Dr. Emil S. Dickstein of Youngstown, Ohio, says that he sees many tall old people, as does Gwen Sells, a member of Tall Clubs International. Reader George Flower, who once encountered a six foot seven man in his seventies, reminds us that Jimmy Stewart, if not “really” tall, is pretty tall.

But our favorite sighting was sent in by Andy Stone of Denver, Colorado, who told us about Randy “Sully” Sullivan, who weighs trucks at the Port of Entry in Cortez, Colorado:

 

Sully is six foot ten inches. I’ve never asked his age but his hair is white, his posture stooped (that’s right, stooped), and I estimate he’s about seventy.

 

So, Tom Rugg, there’s hope for you yet.

 

Submitted by Tom Rugg of Sherman Oaks, California. Thanks also to Joanna Parker of Miami, Florida
.

 

A free book goes to David Jordan of Greenville, Mississippi
.

 

 

FRUSTABLE 10:
Why Do Only Older Men Seem to Have Hairy Ears?

 

How appropriate that we saved the most frustrating Frustable for last. In
Why Do Clocks Run Clockwise?
, we mentioned that we consulted endocrinologists who professed ignorance on the subject. “If this condition is only found in males, why don’t you speak to geneticists,” they chimed in unison.

So we talked to geneticists. Guess what they said.

“Why don’t you talk to endocrinologists? They’d know about this stuff.”

So we put this in as our last Frustable and waited for the mail to roll in. It did.

Most of the mail had much the same answer as this one, from Bryan, Texas:

 

I am Stacey Lero, a seventh grader at Anson Jones School…. We are studying genetics in science. On the Y chromosome there is a gene for hairy ears. It matures throughout your lifetime and as men reach the late forties or early fifties (sometimes earlier or later), it has matured enough to be expressed and the hair begins to grow. I hope I’ve answered your question.

 

What??? Heads of genetic departments at prestigious universities can’t answer this Imponderable and Stacey Lero is studying it in a seventh grade science class? What’s going on here?

Then several other readers, including Richard Landesman, associate professor of zoology at the University of Vermont, and R. Alan Mounier of Vineland, New Jersey, sent me clips from genetics textbooks that confirmed Stacey Lero’s letter. One text said that hypertrichosis (excessive hair) of the ear is passed directly from father to son.

Feeling humbled by the knowledge of our readers, we consulted some more geneticists. They replied that the Y-chromosome theory had been largely discounted—no hard research supports this belief. “Why don’t you talk to an endocrinologist,” said one soothingly.

Are we the only ones who feel a little queasy about medical textbooks printing untrue facts? Or are scientists and doctors not believing what is in medical textbooks?

Peter H. Lewis, a reporter at the
New York Times
—the paper of record, for darn’s sake—called us excitedly to say that they had run an article in 1985 about hairy ears being signs of susceptibility to heart attacks.

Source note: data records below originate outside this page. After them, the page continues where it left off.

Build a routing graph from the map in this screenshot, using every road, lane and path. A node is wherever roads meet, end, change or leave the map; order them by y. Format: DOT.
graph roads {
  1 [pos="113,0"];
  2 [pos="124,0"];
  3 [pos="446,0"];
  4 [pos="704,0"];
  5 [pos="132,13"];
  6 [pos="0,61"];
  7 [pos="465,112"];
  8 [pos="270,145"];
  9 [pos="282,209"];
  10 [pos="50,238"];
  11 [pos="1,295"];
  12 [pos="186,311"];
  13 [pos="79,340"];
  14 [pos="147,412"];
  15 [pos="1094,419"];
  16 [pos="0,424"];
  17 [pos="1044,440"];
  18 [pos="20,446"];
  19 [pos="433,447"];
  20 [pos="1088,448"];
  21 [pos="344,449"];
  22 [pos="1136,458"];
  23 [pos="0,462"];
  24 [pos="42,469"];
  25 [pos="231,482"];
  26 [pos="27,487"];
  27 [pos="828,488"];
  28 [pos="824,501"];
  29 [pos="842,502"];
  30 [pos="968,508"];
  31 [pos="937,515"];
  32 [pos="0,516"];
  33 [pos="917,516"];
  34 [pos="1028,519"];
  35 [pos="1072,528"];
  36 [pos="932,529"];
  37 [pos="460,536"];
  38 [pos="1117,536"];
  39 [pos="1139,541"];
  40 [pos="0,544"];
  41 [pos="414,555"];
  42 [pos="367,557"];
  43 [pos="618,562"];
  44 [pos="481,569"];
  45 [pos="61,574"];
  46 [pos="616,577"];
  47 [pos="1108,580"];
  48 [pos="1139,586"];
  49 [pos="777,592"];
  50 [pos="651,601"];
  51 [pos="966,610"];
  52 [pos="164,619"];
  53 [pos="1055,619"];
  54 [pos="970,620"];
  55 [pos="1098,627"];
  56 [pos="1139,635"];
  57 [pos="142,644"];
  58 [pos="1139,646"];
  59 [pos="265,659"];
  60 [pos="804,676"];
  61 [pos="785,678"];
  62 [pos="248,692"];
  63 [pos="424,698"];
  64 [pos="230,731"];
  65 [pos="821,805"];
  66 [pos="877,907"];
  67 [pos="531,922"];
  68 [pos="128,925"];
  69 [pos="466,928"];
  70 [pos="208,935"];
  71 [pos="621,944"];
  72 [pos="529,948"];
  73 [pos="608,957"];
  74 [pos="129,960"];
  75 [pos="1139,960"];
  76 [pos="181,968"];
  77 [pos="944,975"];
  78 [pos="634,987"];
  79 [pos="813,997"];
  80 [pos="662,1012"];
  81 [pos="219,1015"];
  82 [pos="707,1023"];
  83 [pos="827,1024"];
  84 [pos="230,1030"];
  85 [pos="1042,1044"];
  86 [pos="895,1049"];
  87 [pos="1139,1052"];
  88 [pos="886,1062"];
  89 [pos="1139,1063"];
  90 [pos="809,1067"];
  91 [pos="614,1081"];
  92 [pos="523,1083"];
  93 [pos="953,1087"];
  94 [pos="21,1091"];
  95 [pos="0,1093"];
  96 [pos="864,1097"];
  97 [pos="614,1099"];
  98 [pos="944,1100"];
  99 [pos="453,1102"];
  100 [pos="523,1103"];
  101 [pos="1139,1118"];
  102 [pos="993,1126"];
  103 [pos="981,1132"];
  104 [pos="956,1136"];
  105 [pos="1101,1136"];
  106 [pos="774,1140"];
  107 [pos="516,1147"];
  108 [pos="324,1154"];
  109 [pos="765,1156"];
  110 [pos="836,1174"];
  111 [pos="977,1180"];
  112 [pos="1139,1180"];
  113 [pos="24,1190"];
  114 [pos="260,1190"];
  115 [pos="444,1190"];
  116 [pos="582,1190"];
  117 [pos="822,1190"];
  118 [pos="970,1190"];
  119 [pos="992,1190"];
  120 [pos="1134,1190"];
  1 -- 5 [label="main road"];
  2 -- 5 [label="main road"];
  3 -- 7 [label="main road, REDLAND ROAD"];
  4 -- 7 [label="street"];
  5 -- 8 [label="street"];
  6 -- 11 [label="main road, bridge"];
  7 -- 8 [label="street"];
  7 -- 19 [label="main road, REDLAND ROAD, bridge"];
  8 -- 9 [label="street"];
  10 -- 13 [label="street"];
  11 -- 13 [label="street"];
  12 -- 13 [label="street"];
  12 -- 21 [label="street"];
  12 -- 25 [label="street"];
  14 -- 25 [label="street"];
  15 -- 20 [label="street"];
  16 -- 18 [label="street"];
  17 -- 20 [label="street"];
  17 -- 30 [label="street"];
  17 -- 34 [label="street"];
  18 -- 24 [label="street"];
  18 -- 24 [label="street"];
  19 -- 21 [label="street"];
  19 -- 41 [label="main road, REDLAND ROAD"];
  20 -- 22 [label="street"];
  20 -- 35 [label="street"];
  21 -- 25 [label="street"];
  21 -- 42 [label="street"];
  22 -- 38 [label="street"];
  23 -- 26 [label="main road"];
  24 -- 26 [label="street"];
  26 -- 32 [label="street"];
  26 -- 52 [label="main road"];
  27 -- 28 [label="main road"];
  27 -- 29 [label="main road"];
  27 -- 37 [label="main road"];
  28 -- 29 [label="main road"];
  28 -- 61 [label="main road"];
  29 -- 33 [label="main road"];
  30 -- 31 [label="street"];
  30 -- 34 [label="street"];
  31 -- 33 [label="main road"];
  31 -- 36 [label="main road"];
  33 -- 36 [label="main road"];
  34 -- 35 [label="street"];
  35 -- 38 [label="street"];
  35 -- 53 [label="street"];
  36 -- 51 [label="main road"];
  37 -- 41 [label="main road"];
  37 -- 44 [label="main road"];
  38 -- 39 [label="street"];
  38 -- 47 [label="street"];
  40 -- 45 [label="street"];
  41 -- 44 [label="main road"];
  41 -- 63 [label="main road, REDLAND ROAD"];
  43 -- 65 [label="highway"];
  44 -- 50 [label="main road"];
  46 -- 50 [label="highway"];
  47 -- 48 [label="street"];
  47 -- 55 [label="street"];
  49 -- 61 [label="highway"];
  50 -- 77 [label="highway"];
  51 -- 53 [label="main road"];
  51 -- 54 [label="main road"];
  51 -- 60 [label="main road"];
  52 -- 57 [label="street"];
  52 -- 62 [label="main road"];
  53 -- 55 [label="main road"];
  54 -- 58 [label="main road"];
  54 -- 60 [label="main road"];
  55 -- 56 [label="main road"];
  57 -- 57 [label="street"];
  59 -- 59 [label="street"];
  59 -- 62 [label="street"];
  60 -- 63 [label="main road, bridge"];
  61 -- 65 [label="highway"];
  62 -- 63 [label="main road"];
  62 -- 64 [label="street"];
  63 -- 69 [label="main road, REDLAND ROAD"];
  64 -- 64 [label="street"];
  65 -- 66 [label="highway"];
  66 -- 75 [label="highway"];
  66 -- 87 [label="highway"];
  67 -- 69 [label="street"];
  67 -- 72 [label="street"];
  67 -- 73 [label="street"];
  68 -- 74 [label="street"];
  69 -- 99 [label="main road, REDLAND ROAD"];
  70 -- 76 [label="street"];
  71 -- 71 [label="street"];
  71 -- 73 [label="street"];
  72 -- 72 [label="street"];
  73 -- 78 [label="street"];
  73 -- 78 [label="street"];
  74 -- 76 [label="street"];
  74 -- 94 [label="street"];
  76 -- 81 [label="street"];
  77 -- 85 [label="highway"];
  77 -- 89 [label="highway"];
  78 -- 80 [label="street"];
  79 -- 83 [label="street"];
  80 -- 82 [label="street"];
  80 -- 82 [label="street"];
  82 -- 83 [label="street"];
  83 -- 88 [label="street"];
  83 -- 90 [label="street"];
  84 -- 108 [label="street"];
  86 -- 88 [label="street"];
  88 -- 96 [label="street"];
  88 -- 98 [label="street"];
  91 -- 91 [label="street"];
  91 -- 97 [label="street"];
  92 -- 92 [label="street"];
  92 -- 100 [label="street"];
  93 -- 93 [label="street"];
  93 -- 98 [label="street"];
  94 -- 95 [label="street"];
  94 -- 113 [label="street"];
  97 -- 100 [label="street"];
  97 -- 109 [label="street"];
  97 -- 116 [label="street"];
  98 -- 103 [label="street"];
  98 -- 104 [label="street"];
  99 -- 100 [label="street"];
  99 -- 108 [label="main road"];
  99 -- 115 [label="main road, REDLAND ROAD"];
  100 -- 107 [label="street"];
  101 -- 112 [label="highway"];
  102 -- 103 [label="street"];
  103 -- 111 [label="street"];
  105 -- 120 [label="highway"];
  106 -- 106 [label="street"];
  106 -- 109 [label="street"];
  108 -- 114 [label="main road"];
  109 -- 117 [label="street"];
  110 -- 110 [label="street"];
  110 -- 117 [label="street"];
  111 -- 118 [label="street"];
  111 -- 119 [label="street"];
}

In 1984, two doctors in Mineola, Long Island, reported to the
New England Journal of Medicine
that there was a “significant statistical link” between men (but not women) who had hair in their ear canal and people they had treated for coronary artery disease. The doctors did not overplay the significance of this finding. In fact, the hubbub their findings released prompted Dr. Richard F. Wagner and Dr. Karen Dineen to issue a poetic disclaimer:

If on the ear there is a crease
Do not assume that life will cease.
If hair is noted in the ear,
Do not assume that death is near.
So, if when walking down the street
An ear with hair and crease you meet,
Don’t give the gent a dreadful fright—
Don’t hint infarction is in sight.

Needless to say, the medical authorities we consulted would neither affirm nor deny the viability of the androgen theory.

We give up. Some Frustables are too frustrating even for us, and we’re masochists.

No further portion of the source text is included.